The preceding is repeated exactly n times.

{n,}

The preceding is repeated at least ntimes.

{n,m}

The preceding is repeated at least n times, but no more than m

times. This includes mrepetitions.

Greedy matching has an interesting behavioral pattern that I think of as greedy-generous.The leftmost part of the pattern, the first (\w), attempts to match as much as possible. When it can’t match anymore, the next part of the pattern is evaluated. This is the greedy part.

If that second part of the pattern fails to find any matches, and then the first matching pattern starts to slowly release characters that it has already collected, thus providing the second part of the pattern with more opportunities to match. This is the generous part of the behavior.

At this point, one of two things can happen. The first alternative is that the latter group can finally achieve a match, in which case the first group stops releasing characters. The second alternative is that the latter group can fail to match, even with the characters made available to it from the earlier group. If this happens, then the group that was releasing characters, in effect, collects those released characters again, and the regex engine goes on. If a later subexpression again fails to match, then the process is repeated.
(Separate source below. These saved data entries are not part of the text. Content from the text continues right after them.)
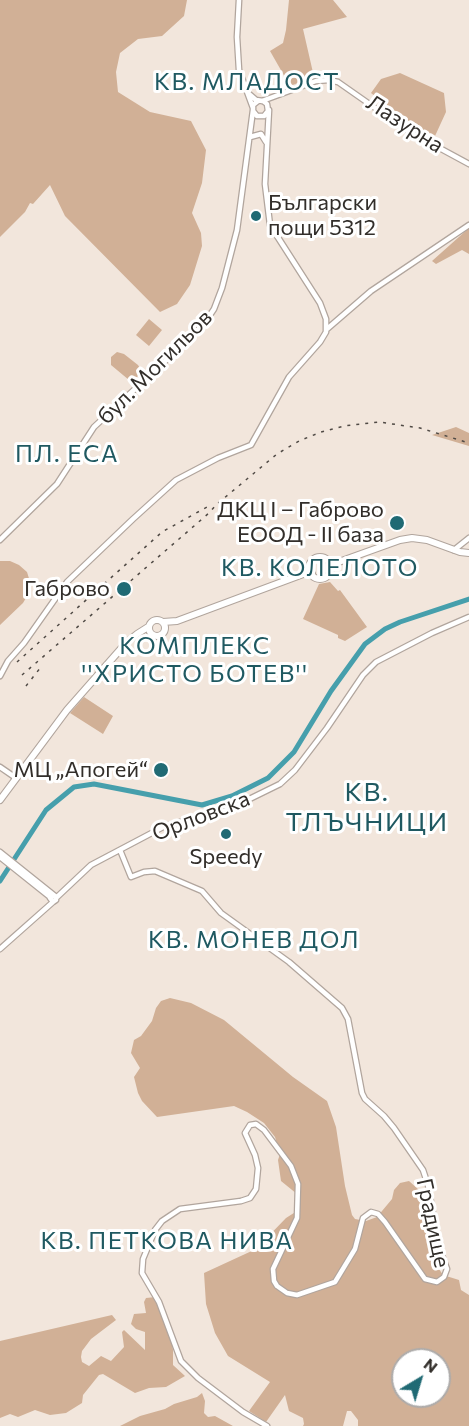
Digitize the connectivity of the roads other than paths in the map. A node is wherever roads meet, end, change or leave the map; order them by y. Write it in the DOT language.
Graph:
graph roads {
  1 [pos="239,0"];
  2 [pos="247,93"];
  3 [pos="273,97"];
  4 [pos="260,101"];
  5 [pos="269,108"];
  6 [pos="252,109"];
  7 [pos="260,117"];
  8 [pos="252,126"];
  9 [pos="267,126"];
  10 [pos="250,138"];
  11 [pos="267,143"];
  12 [pos="469,164"];
  13 [pos="469,225"];
  14 [pos="348,311"];
  15 [pos="327,329"];
  16 [pos="320,342"];
  17 [pos="469,538"];
  18 [pos="0,540"];
  19 [pos="454,550"];
  20 [pos="469,553"];
  21 [pos="334,565"];
  22 [pos="309,574"];
  23 [pos="469,617"];
  24 [pos="177,621"];
  25 [pos="163,622"];
  26 [pos="149,630"];
  27 [pos="164,631"];
  28 [pos="0,676"];
  29 [pos="0,767"];
  30 [pos="16,778"];
  31 [pos="0,800"];
  32 [pos="120,850"];
  33 [pos="1,854"];
  34 [pos="53,898"];
  35 [pos="0,949"];
  36 [pos="267,1426"];
  1 -- 2 [label="street"];
  2 -- 4 [label="street"];
  2 -- 6 [label="street"];
  3 -- 4 [label="street, Лазурна"];
  3 -- 5 [label="street"];
  3 -- 12 [label="street, Лазурна"];
  4 -- 5 [label="street"];
  4 -- 6 [label="street"];
  5 -- 7 [label="street"];
  5 -- 9 [label="street"];
  6 -- 7 [label="street"];
  6 -- 8 [label="street, бул. Могильов"];
  7 -- 8 [label="street, бул. Могильов"];
  7 -- 9 [label="street"];
  8 -- 10 [label="street, бул. Могильов"];
  9 -- 11 [label="street"];
  10 -- 11 [label="street"];
  10 -- 18 [label="street, бул. Могильов"];
  11 -- 15 [label="street"];
  13 -- 14 [label="street"];
  14 -- 15 [label="street"];
  14 -- 16 [label="street"];
  15 -- 16 [label="street"];
  16 -- 28 [label="street"];
  17 -- 19 [label="street"];
  19 -- 20 [label="main road"];
  19 -- 21 [label="main road"];
  21 -- 22 [label="main road"];
  21 -- 22 [label="main road"];
  22 -- 24 [label="main road"];
  23 -- 32 [label="street, Орловска"];
  24 -- 25 [label="main road"];
  24 -- 27 [label="main road"];
  25 -- 26 [label="main road"];
  25 -- 27 [label="main road"];
  26 -- 27 [label="main road"];
  26 -- 30 [label="main road"];
  29 -- 30 [label="street"];
  30 -- 31 [label="main road"];
  32 -- 34 [label="street, Орловска"];
  32 -- 36 [label="street, Градище"];
  33 -- 34 [label="street"];
  34 -- 35 [label="street, Орловска"];
}
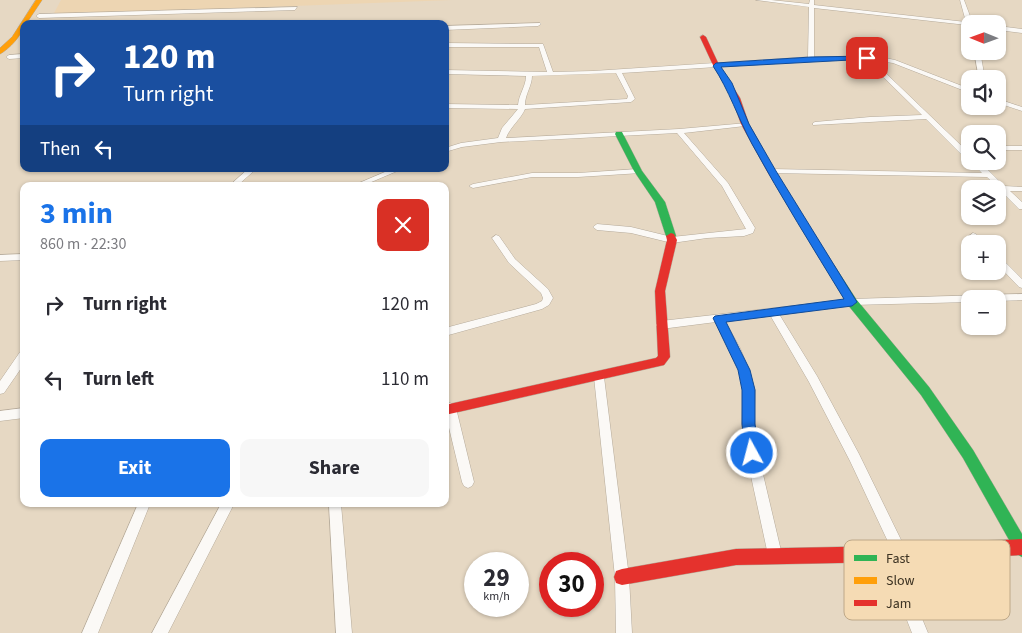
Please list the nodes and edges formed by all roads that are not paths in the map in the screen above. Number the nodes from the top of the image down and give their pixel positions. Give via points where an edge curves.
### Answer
1 (40, 0) edge
2 (50, 0) edge
3 (758, 0) edge
4 (962, 0) edge
5 (812, 3) edge
6 (295, 8) dead end
7 (967, 15) edge
8 (26, 20) edge
9 (37, 20) edge
10 (538, 24) dead end
11 (961, 24) edge
12 (449, 28) edge
13 (20, 29) edge
14 (1006, 29) edge
15 (1022, 31) edge
16 (703, 37) dead end
17 (20, 42) edge
18 (449, 45) edge
19 (5, 55) edge
20 (20, 56) edge
21 (867, 58) junction
22 (811, 59) junction
23 (0, 66) edge
24 (716, 66) junction
25 (618, 71) junction
26 (449, 72) edge
27 (529, 74) junction
28 (550, 74) junction
29 (961, 87) edge
30 (1006, 104) edge
31 (449, 106) edge
32 (522, 106) junction
33 (1022, 110) edge
34 (926, 117) junction
35 (745, 124) junction
36 (815, 124) dead end
37 (678, 131) junction
38 (619, 134) junction
39 (501, 140) junction
40 (958, 147) joint
41 (1006, 148) edge
42 (1022, 148) edge
43 (449, 149) edge
44 (961, 150) edge
45 (983, 170) edge
46 (638, 171) junction
47 (771, 171) junction
48 (249, 172) edge
49 (391, 172) edge
50 (988, 175) junction
51 (993, 180) edge
52 (237, 182) edge
53 (366, 182) edge
54 (473, 186) dead end
55 (1006, 188) edge
56 (1022, 189) edge
57 (1006, 192) edge
58 (1022, 208) edge
59 (597, 227) dead end
60 (496, 238) dead end
61 (672, 240) junction
62 (20, 257) edge
63 (0, 258) edge
64 (1006, 268) edge
65 (1022, 285) edge
66 (1022, 297) edge
67 (1006, 298) edge
68 (961, 299) edge
69 (852, 302) junction
70 (773, 312) junction
71 (719, 318) junction
72 (661, 325) junction
73 (449, 331) edge
74 (20, 361) edge
75 (599, 377) junction
76 (0, 390) edge
77 (449, 409) edge
78 (449, 413) edge
79 (20, 414) edge
80 (0, 416) edge
81 (468, 482) dead end
82 (143, 507) edge
83 (226, 507) edge
84 (335, 507) edge
85 (888, 540) edge
86 (1021, 547) edge
87 (774, 554) junction
88 (844, 554) edge
89 (622, 576) junction
90 (916, 620) edge
91 (90, 633) edge
92 (160, 633) edge
93 (344, 633) edge
94 (624, 633) edge
95 (920, 633) edge

1 - 8 main road
2 - 9 main road
3 - 5 street
4 - 7 street
5 - 11 street
5 - 22 street
6 - 9 street
10 - 12 street
13 - 19 main road
14 - 15 street
16 - 24 main road
17 - 19 main road
18 - 28 street via 541,45
19 - 20 street
19 - 23 main road
21 - 22 street
21 - 29 street via 895,62
21 - 34 street
22 - 24 street
24 - 25 street
24 - 35 main road via 736,98
25 - 28 street
25 - 32 street via 632,96 629,101
26 - 27 street
27 - 28 street
27 - 32 street
30 - 33 street
31 - 32 street
32 - 39 street via 522,111 506,128
34 - 36 street
34 - 40 street
35 - 37 street
35 - 47 main road
37 - 38 street
37 - 61 street via 725,185 750,232
38 - 39 street
38 - 46 main road
39 - 43 street
40 - 44 street
41 - 42 street
45 - 50 street
46 - 54 street via 532,175
46 - 61 main road via 660,202
47 - 50 street
47 - 69 main road
48 - 52 street
49 - 53 street
50 - 51 street
55 - 56 street
57 - 58 street
59 - 61 street via 631,230
60 - 73 street via 512,261 545,291 546,303
61 - 72 main road via 660,291
62 - 63 street
64 - 65 street
66 - 67 street
68 - 69 street
69 - 70 street
69 - 86 main road via 925,391 968,454
70 - 71 street
70 - 85 street via 813,378 855,458
71 - 72 street
71 - 87 street via 746,376 752,453
72 - 75 main road via 664,357 660,362
74 - 76 street
75 - 77 main road
75 - 89 street
78 - 81 street
79 - 80 street
82 - 91 street
83 - 92 street
84 - 93 street
87 - 88 main road
87 - 89 main road
89 - 94 street
90 - 95 street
So, what does all of this mean to you? Well, quite a bit, really. Consider the regex pattern (\w+)(\d\d)(\w+), which is almost identical to the pattern (\w)(\d\d)(\w+) except that first pattern uses + after the first \w, thus forming the group (\w+). That little + can make a huge difference in terms of efficiency, and one that you might not notice in casual use, because the result of applying the new pattern against the candidate X99SuperJava doesn’t change.
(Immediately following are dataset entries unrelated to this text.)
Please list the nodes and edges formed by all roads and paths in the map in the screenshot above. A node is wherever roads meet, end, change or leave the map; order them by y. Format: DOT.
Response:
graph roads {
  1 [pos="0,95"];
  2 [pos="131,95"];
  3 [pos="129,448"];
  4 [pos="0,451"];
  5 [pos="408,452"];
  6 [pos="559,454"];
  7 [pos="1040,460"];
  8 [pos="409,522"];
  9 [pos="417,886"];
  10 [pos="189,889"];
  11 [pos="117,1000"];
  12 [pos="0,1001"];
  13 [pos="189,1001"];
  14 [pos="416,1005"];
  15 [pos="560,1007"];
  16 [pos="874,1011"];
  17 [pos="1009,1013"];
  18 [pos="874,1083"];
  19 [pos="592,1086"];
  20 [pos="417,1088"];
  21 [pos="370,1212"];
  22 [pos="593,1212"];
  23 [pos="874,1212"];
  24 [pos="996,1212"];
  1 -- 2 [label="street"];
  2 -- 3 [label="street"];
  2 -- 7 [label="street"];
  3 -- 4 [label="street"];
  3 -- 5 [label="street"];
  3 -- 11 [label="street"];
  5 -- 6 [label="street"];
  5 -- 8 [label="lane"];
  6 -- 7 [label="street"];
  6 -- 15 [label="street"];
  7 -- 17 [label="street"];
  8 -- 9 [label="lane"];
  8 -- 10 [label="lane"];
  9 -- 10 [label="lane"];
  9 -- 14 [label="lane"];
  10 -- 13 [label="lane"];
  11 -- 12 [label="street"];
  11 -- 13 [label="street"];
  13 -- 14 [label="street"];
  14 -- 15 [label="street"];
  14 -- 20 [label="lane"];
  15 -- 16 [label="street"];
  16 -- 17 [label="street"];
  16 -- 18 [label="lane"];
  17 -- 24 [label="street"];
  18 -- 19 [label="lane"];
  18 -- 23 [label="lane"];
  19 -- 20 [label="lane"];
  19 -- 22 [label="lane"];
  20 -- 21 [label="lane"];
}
Listing 3-5 examines what actually happens when the pattern is evaluated.

Listing 3-5. Greedy Qualifier Example

import java.util.regex.*;
public class GreedyExample{
  public static void main(String args[]){
   
//define the pattern
   
String regex = "(\\w+)(\\d\\d)(\\w+)";
   
//compile the pattern
    Pattern pattern = Pattern.compile(regex);
   
//define the candidate string
   
String candidate = "X99SuperJava";
   
//extract a matcher for the candidate string
    Matcher matcher = pattern.matcher(candidate);
   
matcher.find();
   
//extract the matching groups
   
System.out.println(matcher.group(1));//returns 'X'
   
System.out.println(matcher.group(2));//returns '99'
   
System.out.println(matcher.group(3));//returns SuperJava
 
}
}

When group(1) runs, (\w+) examines every character in the candidate String X99SuperJava. That is, X is explicitly considered, passes inspection, and is put into the matching bag for this group. Because this pattern is greedy and has + after \w, it continues. Next, 9 is explicitly considered and passes inspection. Then, the next 9 is considered. This continues until the entire String X99SuperJava is consumed.
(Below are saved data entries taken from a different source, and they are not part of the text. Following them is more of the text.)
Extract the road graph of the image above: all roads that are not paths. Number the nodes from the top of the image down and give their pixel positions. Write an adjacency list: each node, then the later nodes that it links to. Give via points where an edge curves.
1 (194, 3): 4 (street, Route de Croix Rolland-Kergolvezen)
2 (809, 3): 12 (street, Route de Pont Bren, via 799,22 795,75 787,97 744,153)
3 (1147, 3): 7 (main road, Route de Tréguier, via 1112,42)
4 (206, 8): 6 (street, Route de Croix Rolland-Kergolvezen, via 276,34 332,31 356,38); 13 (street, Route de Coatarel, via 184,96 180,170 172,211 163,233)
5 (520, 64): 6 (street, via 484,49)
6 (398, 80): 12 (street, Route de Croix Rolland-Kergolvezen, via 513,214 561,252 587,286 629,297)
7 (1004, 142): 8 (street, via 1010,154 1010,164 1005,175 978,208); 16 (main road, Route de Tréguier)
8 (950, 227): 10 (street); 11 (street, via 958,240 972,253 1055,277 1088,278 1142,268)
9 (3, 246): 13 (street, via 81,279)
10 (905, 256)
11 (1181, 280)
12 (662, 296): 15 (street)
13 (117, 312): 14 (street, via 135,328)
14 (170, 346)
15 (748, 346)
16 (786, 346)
After group(1) is satisfied, group(2), namely (\d\d), gets an opportunity. Because group(2) is unable to match anything at all, group(1) releases the a character at the end of X99SuperJava. The a character is considered by group(2), found not be a digit, and considered not to be sufficient. Thus, group(1) releases the v character. group(2) inspects it, finds it lacking, and rejects it. Thus, group(1) releases the a character immediately before the v character in X99SuperJava. This continues until group(1) has released every character except X. Finally, the release of the two 9 characters allow group(2) to match. Now group(1) has X and group(2) has 99.

Finally, group(3) gets an opportunity to run. It starts examining the candidate String X99SuperJava at the point immediately following the second 9 character. And because it’s greedy, it matches the entire String SuperJava.

Thus, the two patterns (\w)(\d\d)(\w+) and (\w+)(\d\d)(\w+)produce exactly the same result when applied to the String X99SuperJava but at vastly different efficiency costs. Although this may be insignificant when you’re dealing with a small String, it’s very significant when you’re parsing a directory full of files; it could mean the difference between your application working and it running out of memory.

Possessive Qualifiers

Given the context of greedy qualifiers, possessive qualifiers are relatively easy to understand. They’re unique to Java, though they’ll probably be adopted by other regex languages in time. Simply put, they’re greedy, but never generous. Adding a plus sign (+) after an existing greedy qualifier forms a possessive qualifier. Thus, \d+ becomes \d++, \d{n,m} becomes \d{n,m}+, and so on.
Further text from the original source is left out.